The fantasy I had carefully crafted shattered within a few weeks. My roommate was my only friend and we were so overwhelmed by the sheer volume of information we had to retain: names of the people we were convinced would be our friends (we never saw them again), their majors (as if anyone remembers), what exactly constitutes BruinWalk (took us a month) and building names (still using Google Maps). No matter how long I stared at my calendar, there was no way I could walk the streets of frat row, maintain a sense of hygiene, work out, study and make friends while not overwhelming my sensitive social battery.
In the midst of this disappointing realization, my roommate and I started going on midnight campus walks. We figured if we weren’t going to party, we should at least learn where the main parking lots were, so we wouldn’t have to respond with a “Sorry, no clue!” to visitors asking about Lot 4.
These midnight walks ended up being my most cherished memories of freshman year. Despite being best friends with my roommate since sixth grade, our most genuine conversations happened in Shapiro Courtyard with only the nearby building’s lights shining through the darkness. These walks became a source of luxury in a period when I felt elated, confused, anxious, confident and subpar simultaneously.
Although my roommate and I lived for these walks, as consumers of social media, we regularly doubted that what we were doing (munching on Reese’s Pieces on the stairs of Royce Hall) could compare to going out in tiny tops, making out with questionable men and devouring an In N Out burger at 1:30 am (we also really like doing this). Don’t get it twisted; we loved going out, but most nights we were simply too overwhelmed to do so. We felt content that the wildest thing we did was pay $3.25 for vending machine ice cream. But occasionally, we both wondered how we ended up “wasting” most of our first year so passively when reckless behavior seems excusable and even encouraged. My experience was straying very far from the college fantasy I saw in the media and my own mind.
Freshman year is tiring as it is without comparing your social life to other people’s. College allows us to know the most intimate details about strangers through photo dumps on your feed or snippets of someone’s conversations at the dining hall as they debrief their friends about their hookup. But looking back, I don’t regret choosing late-night walks over the “true” college experience. Although I loved my freshman year, it was tiring emotionally, physically and academically and my midnight walks provided me the stability I needed.
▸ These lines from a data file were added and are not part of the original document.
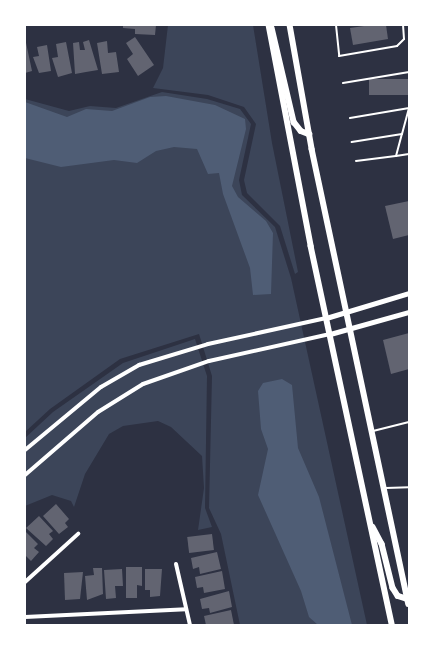 <!DOCTYPE html>
<style>
body{margin:0}
#map{position:relative;width:434px;height:650px;overflow:hidden;background:#2d3142;font-family:Commissioner,sans-serif}
div>[style]{position:absolute}
.green>*{inset:0;background:#3c4559}
.water>*{inset:0;background:#4f5d75}
.building>*{inset:0;background:#626471;transform-origin:0 0}
.service>*{height:2px;margin:-1px;padding:0 1px;transform-origin:1px;border-radius:1px;background:#fff}
.minor>*{height:4px;margin:-2px;padding:0 2px;transform-origin:2px;border-radius:2px;background:#fff}
.tertiary>*{height:5px;margin:-2.5px;padding:0 2.5px;transform-origin:2.5px;border-radius:2.5px;background:#fff}
.secondary>*{height:5.5px;margin:-2.75px;padding:0 2.75px;transform-origin:2.75px;border-radius:2.75px;background:#fff}
span{translate:-50% -50%;white-space:nowrap;text-align:center;line-height:1.15;-webkit-text-stroke:4px #fff;paint-order:stroke}
.frame{position:absolute;inset:0;border:26px solid #fff;pointer-events:none}
</style>
<div id="map">
<div class="green">
<i style="clip-path:polygon(168px 25px,253px 25px,272px 143px,298px 272px,295px 274px,280px 226px,247px 193px,244px 180px,256px 124px,244px 107px,208px 95px,153px 88px,163px 68px)"></i>
<i style="clip-path:polygon(162px 92px,207px 99px,240px 109px,251px 124px,239px 180px,242px 195px,275px 227px,291px 278px,367px 625px,240px 625px,221px 534px,209px 508px,212px 376px,199px 334px,120px 359px,50px 409px,25px 432px,25px 99px,69px 111px,90px 106px,116px 108px)"></i>
<i style="clip-path:polygon(195px 339px,207px 376px,205px 508px,212px 527px,198px 530px,204px 488px,202px 456px,171px 427px,158px 421px,123px 426px,109px 434px,85px 474px,74px 507px,71px 501px,52px 495px,25px 506px,25px 438px,53px 412px,123px 363px)"></i>
</div>
<div class="water">
<i style="clip-path:polygon(166px 96px,215px 105px,245px 119px,246px 129px,232px 186px,238px 197px,266px 221px,273px 233px,271px 294px,253px 295px,250px 268px,223px 194px,219px 173px,208px 174px,197px 149px,174px 147px,156px 151px,137px 163px,114px 160px,61px 167px,25px 158px,25px 102px,67px 117px,86px 109px,112px 111px,150px 97px)"></i>
<i style="clip-path:polygon(282px 379px,292px 385px,298px 448px,319px 497px,352px 625px,318px 625px,309px 617px,301px 591px,258px 495px,268px 449px,261px 429px,258px 391px,263px 383px)"></i>
</div>
<div class="building">
<i style="clip-path:polygon(123px 25px,156px 25px,155px 35px,135px 34px,135px 29px,123px 28px)"></i>
<i style="clip-path:polygon(371px 25px,386px 25px,388px 39px,353px 45px,350px 28px)"></i>
<i style="clip-path:polygon(135px 37px,154px 65px,138px 76px,127px 59px,133px 54px,126px 43px)"></i>
<i style="clip-path:polygon(25px 38px,32px 71px,25px 73px)"></i>
<i style="clip-path:polygon(89px 40px,98px 70px,86px 72px,84px 64px,86px 72px,75px 74px,73px 43px,79px 42px,80px 50px,85px 50px,83px 42px)"></i>
<i style="clip-path:polygon(107px 41px,108px 53px,116px 52px,119px 72px,102px 74px,97px 43px)"></i>
<i style="clip-path:polygon(66px 42px,72px 73px,58px 77px,52px 58px,58px 57px,56px 44px)"></i>
<i style="clip-path:polygon(47px 45px,51px 71px,39px 73px,33px 57px,39px 56px,37px 47px)"></i>
<i style="left:409px;top:79px;width:16px;height:40px;rotate:90deg"></i>
<i style="clip-path:polygon(409px 201px,409px 235px,393px 239px,385px 206px)"></i>
<i style="clip-path:polygon(409px 333px,409px 369px,391px 374px,383px 340px)"></i>
<i style="clip-path:polygon(56px 504px,69px 519px,65px 523px,68px 527px,59px 534px,43px 516px)"></i>
<i style="clip-path:polygon(39px 516px,53px 531px,49px 534px,53px 539px,46px 546px,26px 528px)"></i>
<i style="clip-path:polygon(25px 531px,38px 544px,34px 548px,39px 552px,31px 561px,25px 555px)"></i>
<i style="left:212px;top:534px;width:16px;height:25px;rotate:83deg"></i>
<i style="clip-path:polygon(217px 552px,221px 569px,200px 574px,199px 567px,193px 569px,191px 558px)"></i>
<i style="clip-path:polygon(126px 567px,142px 567px,142px 586px,137px 585px,137px 598px,126px 598px)"></i>
<i style="clip-path:polygon(93px 568px,102px 568px,103px 594px,87px 600px,85px 576px,94px 575px)"></i>
<i style="clip-path:polygon(122px 569px,123px 586px,115px 586px,116px 598px,106px 599px,104px 570px)"></i>
<i style="clip-path:polygon(145px 569px,162px 569px,160px 596px,150px 597px,150px 590px,145px 590px)"></i>
<i style="clip-path:polygon(222px 571px,225px 589px,204px 593px,203px 587px,197px 588px,195px 577px)"></i>
<i style="clip-path:polygon(83px 572px,80px 599px,65px 600px,64px 573px)"></i>
<i style="clip-path:polygon(229px 591px,232px 607px,210px 613px,209px 608px,202px 609px,200px 599px)"></i>
<i style="clip-path:polygon(231px 610px,234px 625px,206px 625px,204px 616px)"></i>
</div>
<div class="service">
<i style="left:336px;top:25px;width:31px;rotate:84deg"></i>
<i style="left:339px;top:56px;width:59px;rotate:-9.8deg"></i>
<i style="left:397px;top:46px;width:10px;rotate:-45deg"></i>
<i style="left:404px;top:39px;width:14px;rotate:-94deg"></i>
<i style="left:343px;top:83px;width:67px;rotate:-9.5deg"></i>
<i style="left:350px;top:118px;width:60px;rotate:-9.6deg"></i>
<i style="left:409px;top:108px;width:27px;rotate:105deg"></i>
<i style="left:402px;top:134px;width:51px;rotate:170.9deg"></i>
<i style="left:396px;top:156px;width:13px;rotate:-9deg"></i>
<i style="left:356px;top:161px;width:40px;rotate:-7.1deg"></i>
<i style="left:396px;top:156px;width:23px;rotate:-75deg"></i>
<i style="left:373px;top:431px;width:37px;rotate:-14deg"></i>
<i style="left:386px;top:488px;width:23px;rotate:-2deg"></i>
</div>
<div class="minor">
<i style="left:25px;top:450px;width:99px;rotate:-39.7deg"></i>
<i style="left:101px;top:387px;width:44px;rotate:-30.1deg"></i>
<i style="left:139px;top:365px;width:72px;rotate:-16.9deg"></i>
<i style="left:208px;top:344px;width:121px;rotate:-12.4deg"></i>
<i style="left:25px;top:475px;width:96px;rotate:-40.8deg"></i>
<i style="left:98px;top:412px;width:53px;rotate:-31.9deg"></i>
<i style="left:143px;top:384px;width:70px;rotate:-19.2deg"></i>
<i style="left:209px;top:361px;width:124px;rotate:-12.6deg"></i>
<i style="left:176px;top:564px;width:63px;rotate:77.1deg"></i>
<i style="left:25px;top:582px;width:72px;rotate:-42.2deg"></i>
<i style="left:25px;top:617px;width:161px;rotate:-2.8deg"></i>
</div>
<div class="tertiary">
<i style="left:326px;top:318px;width:87px;rotate:-16.8deg"></i>
<i style="left:330px;top:334px;width:82px;rotate:-15.6deg"></i>
</div>
<div class="secondary">
<i style="left:269px;top:25px;width:225px;rotate:79.2deg"></i>
<i style="left:311px;top:246px;width:388px;rotate:77.9deg"></i>
<i style="left:290px;top:25px;width:126px;rotate:79.9deg"></i>
<i style="left:312px;top:149px;width:465px;rotate:78deg"></i>
<i style="left:272px;top:28px;width:97px;rotate:76.8deg"></i>
<i style="left:294px;top:122px;width:11px;rotate:52deg"></i>
<i style="left:301px;top:131px;width:9px;rotate:21deg"></i>
<i style="left:373px;top:527px;width:19px;rotate:62deg"></i>
<i style="left:382px;top:544px;width:45px;rotate:76deg"></i>
<i style="left:393px;top:588px;width:9px;rotate:58deg"></i>
<i style="left:398px;top:596px;width:10px;rotate:17deg"></i>
</div>
<div class="frame"></div>
</div>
My fear of not having fun without stepping out of my comfort zone every week was unnecessary. As the quarters passed and the nervous buzz faded, the midnight walks slowly stopped. My roommate and I started enjoying campus (in daylight) laying on the grass by the Kuruvungna Steps, going to games and creating our own traditions. But for most of freshman year, I needed the midnight walks, and maybe you will too before you decide what your “true” college experience will look like. Take your time, I promise the parties will always be there.